Start of Block

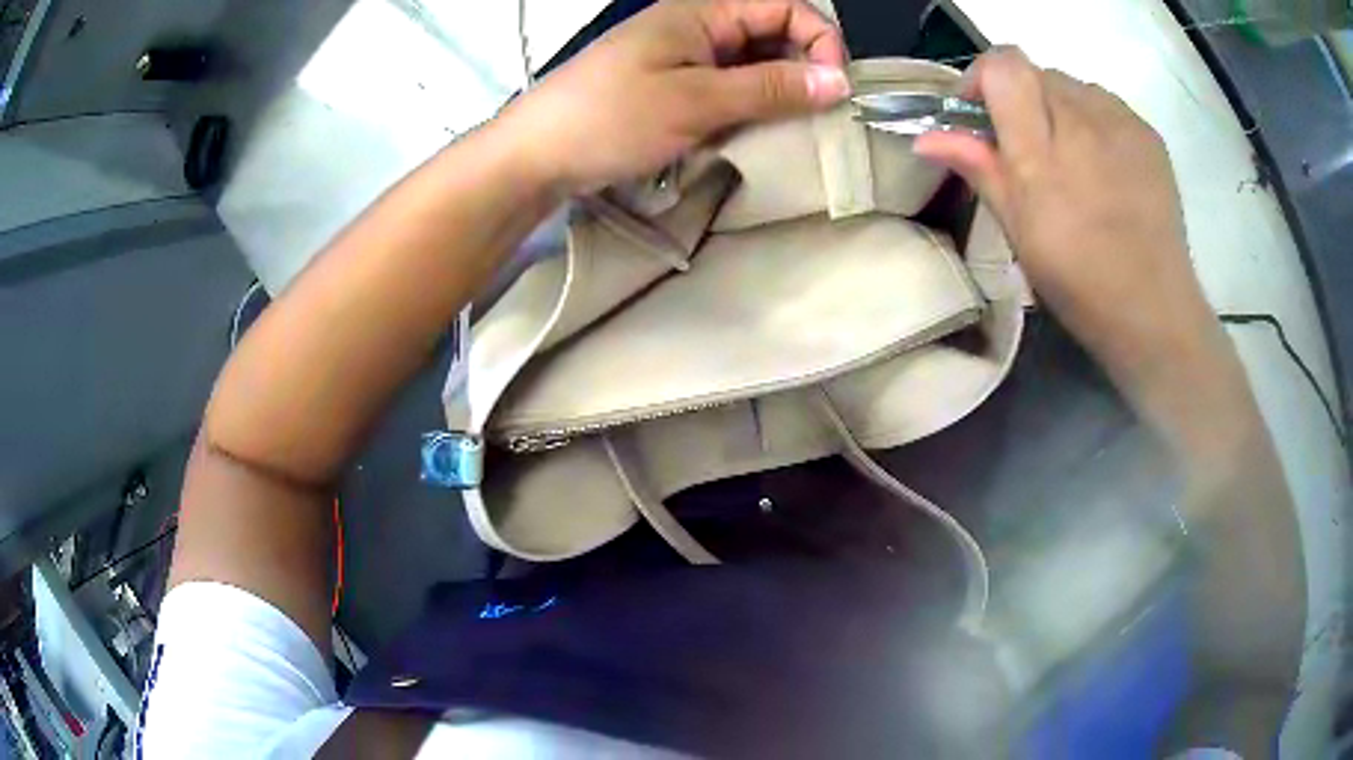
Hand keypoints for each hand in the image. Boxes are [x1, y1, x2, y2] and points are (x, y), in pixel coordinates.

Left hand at [500, 0, 849, 193]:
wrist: (538, 155)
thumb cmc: (611, 118)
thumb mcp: (696, 101)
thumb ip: (770, 88)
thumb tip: (839, 81)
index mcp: (704, 10)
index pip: (786, 6)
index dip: (820, 41)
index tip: (833, 89)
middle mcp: (700, 25)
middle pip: (775, 33)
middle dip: (802, 69)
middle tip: (813, 116)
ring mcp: (687, 55)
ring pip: (756, 63)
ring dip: (778, 92)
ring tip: (784, 129)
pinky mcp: (677, 85)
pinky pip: (731, 86)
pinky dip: (751, 105)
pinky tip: (752, 131)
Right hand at [914, 48, 1218, 385]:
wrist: (1153, 311)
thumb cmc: (1078, 281)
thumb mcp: (1018, 230)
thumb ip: (979, 168)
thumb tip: (926, 136)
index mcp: (1042, 151)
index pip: (1004, 66)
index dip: (982, 79)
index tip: (981, 116)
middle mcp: (1083, 120)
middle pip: (1035, 72)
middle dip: (1020, 100)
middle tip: (1027, 150)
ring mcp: (1121, 123)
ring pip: (1071, 86)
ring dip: (1057, 109)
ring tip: (1070, 160)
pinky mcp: (1148, 134)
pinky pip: (1105, 104)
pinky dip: (1092, 120)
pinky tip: (1101, 164)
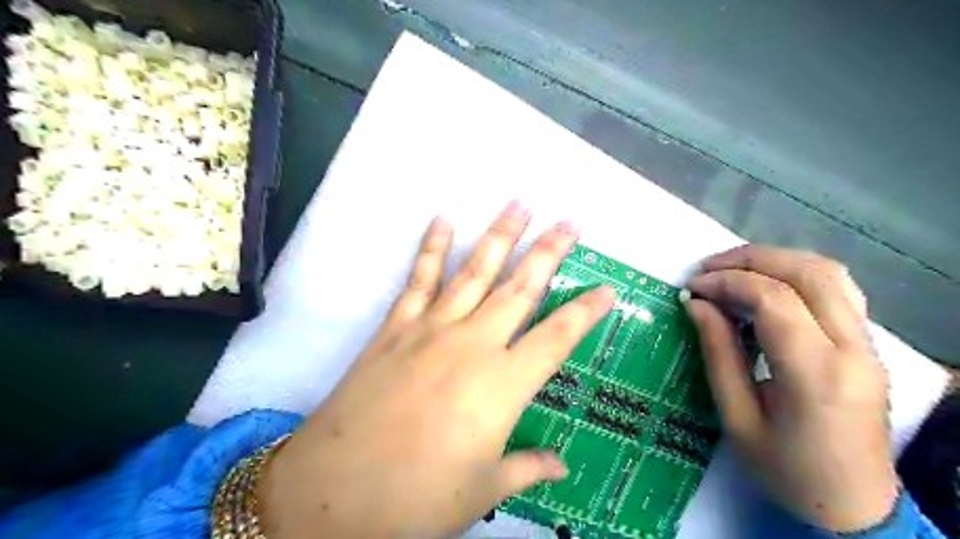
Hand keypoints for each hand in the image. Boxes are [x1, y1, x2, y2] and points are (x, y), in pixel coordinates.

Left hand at [258, 202, 613, 538]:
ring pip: (475, 271)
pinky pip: (419, 279)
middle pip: (521, 288)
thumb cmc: (417, 498)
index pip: (558, 338)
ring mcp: (432, 329)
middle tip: (569, 222)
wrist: (334, 491)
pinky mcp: (396, 327)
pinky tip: (442, 220)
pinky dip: (431, 247)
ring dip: (499, 235)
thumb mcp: (482, 491)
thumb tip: (561, 466)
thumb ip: (527, 468)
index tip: (607, 289)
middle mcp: (474, 344)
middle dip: (549, 252)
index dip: (586, 312)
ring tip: (518, 204)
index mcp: (503, 385)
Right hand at [683, 247, 901, 532]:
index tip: (692, 288)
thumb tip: (696, 304)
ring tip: (731, 270)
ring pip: (828, 273)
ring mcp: (868, 345)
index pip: (774, 299)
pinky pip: (837, 289)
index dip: (727, 282)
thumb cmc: (786, 470)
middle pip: (807, 273)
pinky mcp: (868, 345)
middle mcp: (853, 349)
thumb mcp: (736, 417)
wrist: (855, 507)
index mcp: (817, 374)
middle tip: (707, 269)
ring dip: (774, 260)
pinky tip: (766, 285)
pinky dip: (795, 274)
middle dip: (750, 259)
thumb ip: (718, 353)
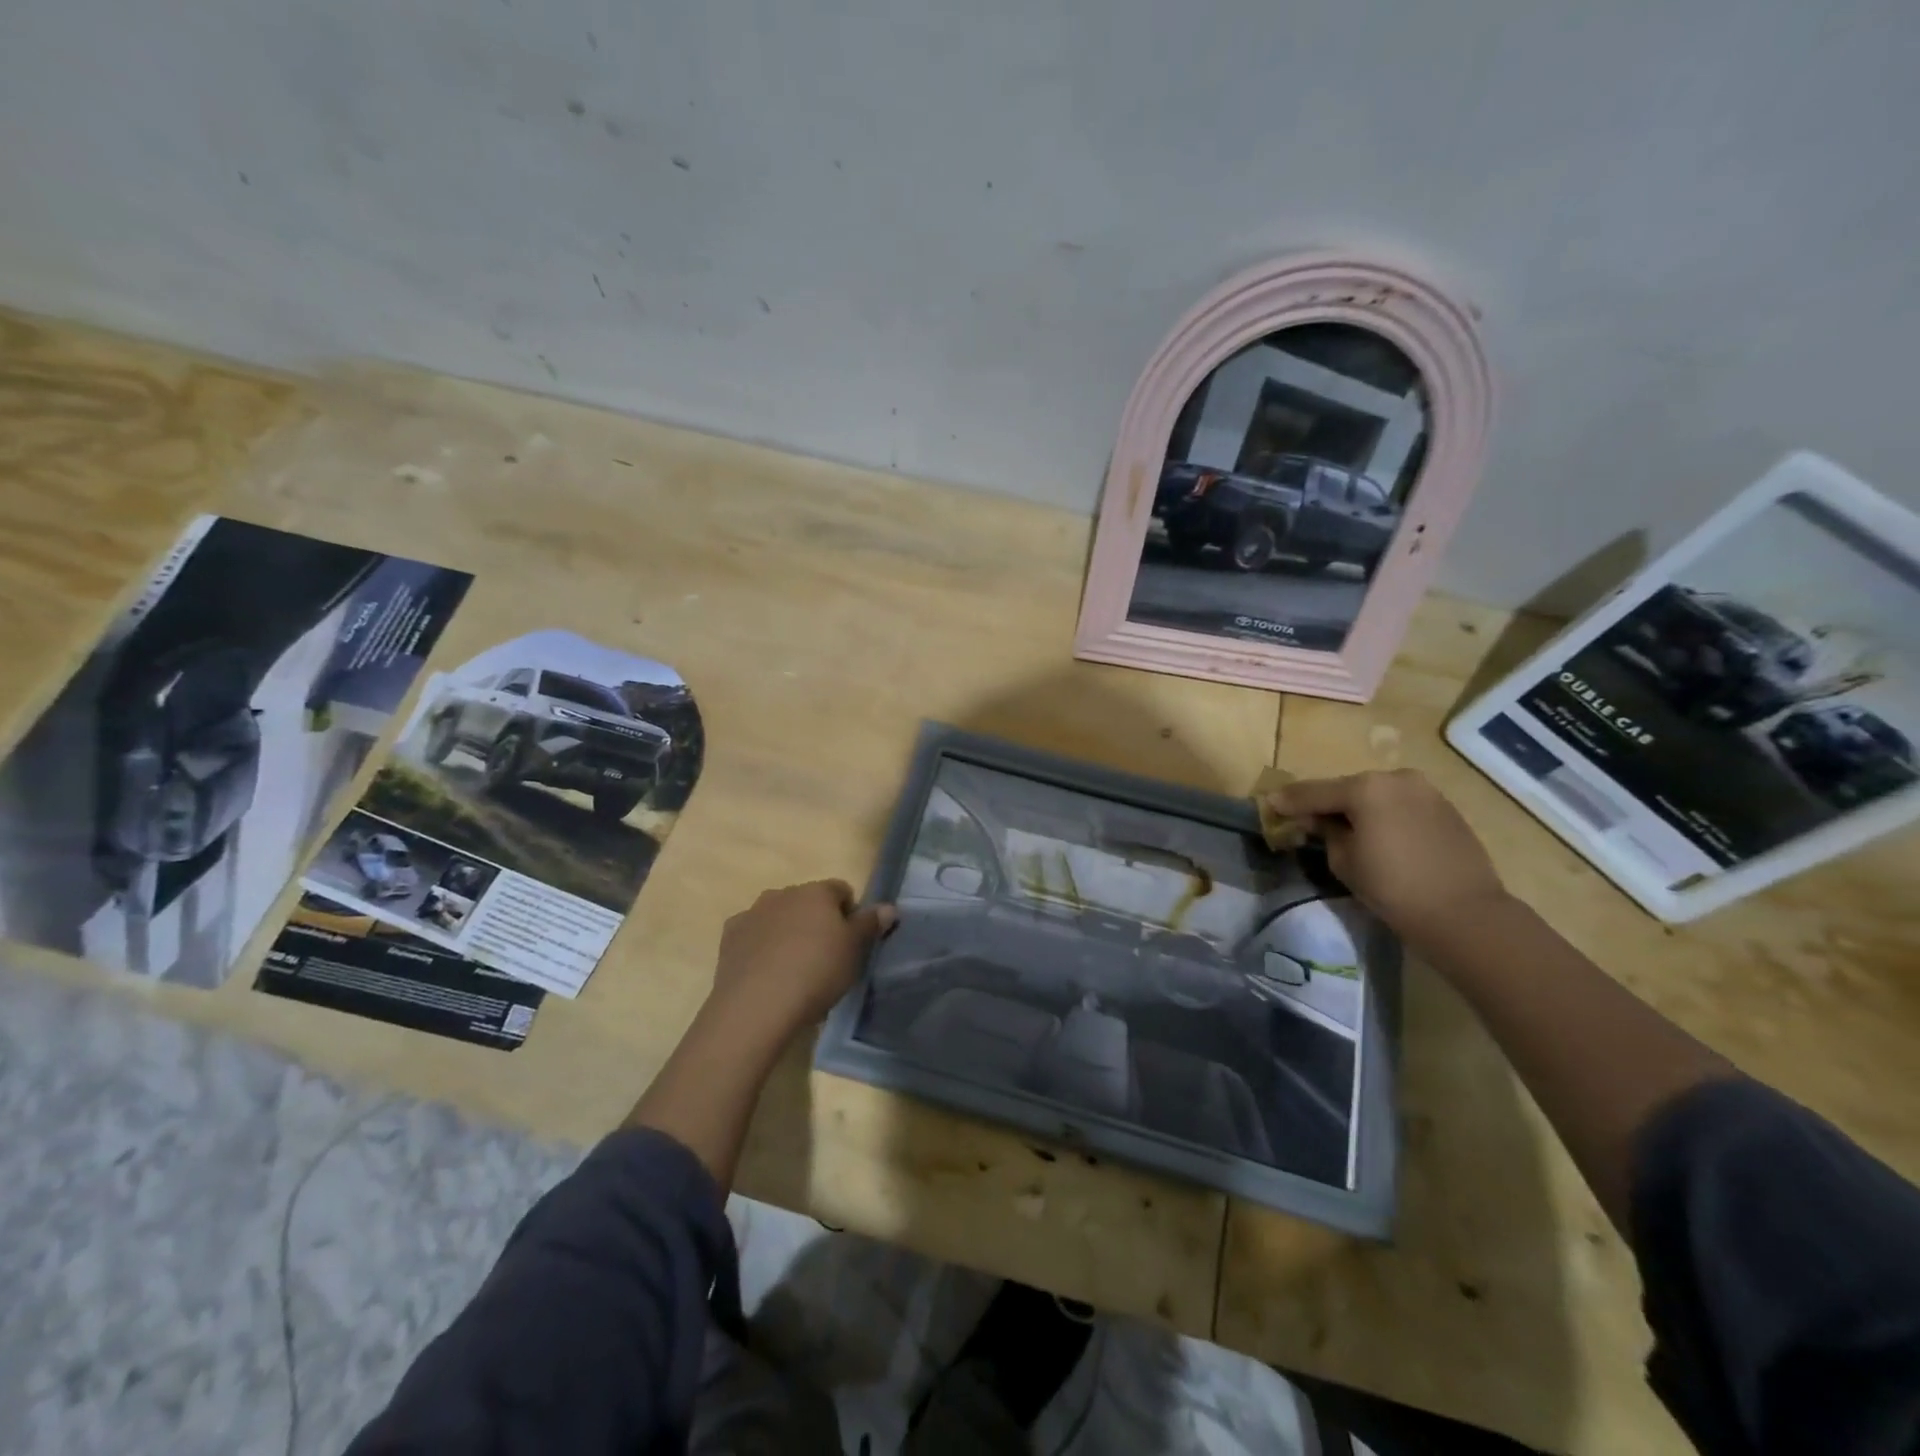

End of Block

> **Work to be completed**
Retype the material above exactly, images excluded.

> **Output of the exercise**
Hand keypoints for each hand in the image. Boxes are [x1, y1, x2, y2] and points are (x, y), in pixel coordinates.

Left hand at [500, 0, 849, 193]:
wrist: (538, 155)
thumb cmc: (611, 118)
thumb mcp: (696, 101)
thumb ip: (770, 88)
thumb tip: (839, 81)
index mcp: (704, 10)
index pip: (786, 6)
index dip: (820, 41)
index tip: (833, 89)
middle mcp: (700, 25)
middle pip: (775, 33)
middle dip: (802, 69)
middle tip: (813, 116)
ring mcp: (687, 55)
ring pip: (756, 63)
ring dip: (778, 92)
ring tip: (784, 129)
pinky mcp: (677, 85)
pinky pip: (731, 86)
pinky dip: (751, 105)
pinky tip: (752, 131)
Right hand at [914, 48, 1218, 385]:
wrist: (1153, 311)
thumb cmc: (1078, 281)
thumb mcp: (1018, 230)
thumb ip: (979, 168)
thumb tip: (926, 136)
index mcp: (1042, 151)
index pip: (1004, 66)
index dip: (982, 79)
index tip: (981, 116)
middle mcp: (1083, 120)
middle pip: (1035, 72)
middle dip: (1020, 100)
middle tip: (1027, 150)
ring mcp: (1121, 123)
ring pip: (1071, 86)
ring dip: (1057, 109)
ring tip: (1070, 160)
pinky mcp: (1148, 134)
pinky pip: (1105, 104)
pinky dip: (1092, 120)
pinky tip: (1101, 164)
Hand keypoints for each hand in the image. Boxes are [x1, y1, x2, y2] and points are (x, y), in pixel coordinates.

Left hand at [258, 202, 613, 538]:
ring pip: (475, 271)
pinky pip: (419, 279)
middle pip: (521, 288)
thumb cmc: (417, 498)
index pip: (558, 338)
ring mcp: (432, 329)
middle tip: (569, 222)
wrist: (334, 491)
pinky mcp: (396, 327)
pinky tip: (442, 220)
pinky dip: (431, 247)
ring dip: (499, 235)
thumb mcp: (482, 491)
thumb tip: (561, 466)
thumb ip: (527, 468)
index tip: (607, 289)
middle mcp: (474, 344)
middle dip: (549, 252)
index dip: (586, 312)
ring tip: (518, 204)
index mcp: (503, 385)
Right hand at [683, 247, 901, 532]:
index tip: (692, 288)
thumb tip: (696, 304)
ring tip: (731, 270)
ring pip: (828, 273)
ring mcp: (868, 345)
index pip: (774, 299)
pinky pip: (837, 289)
index dip: (727, 282)
thumb cmc: (786, 470)
middle pip: (807, 273)
pinky mcp: (868, 345)
middle mcp: (853, 349)
thumb mcp: (736, 417)
wrist: (855, 507)
index mcp: (817, 374)
middle tip: (707, 269)
ring dip: (774, 260)
pinky tip: (766, 285)
pinky dip: (795, 274)
middle dip: (750, 259)
thumb ip: (718, 353)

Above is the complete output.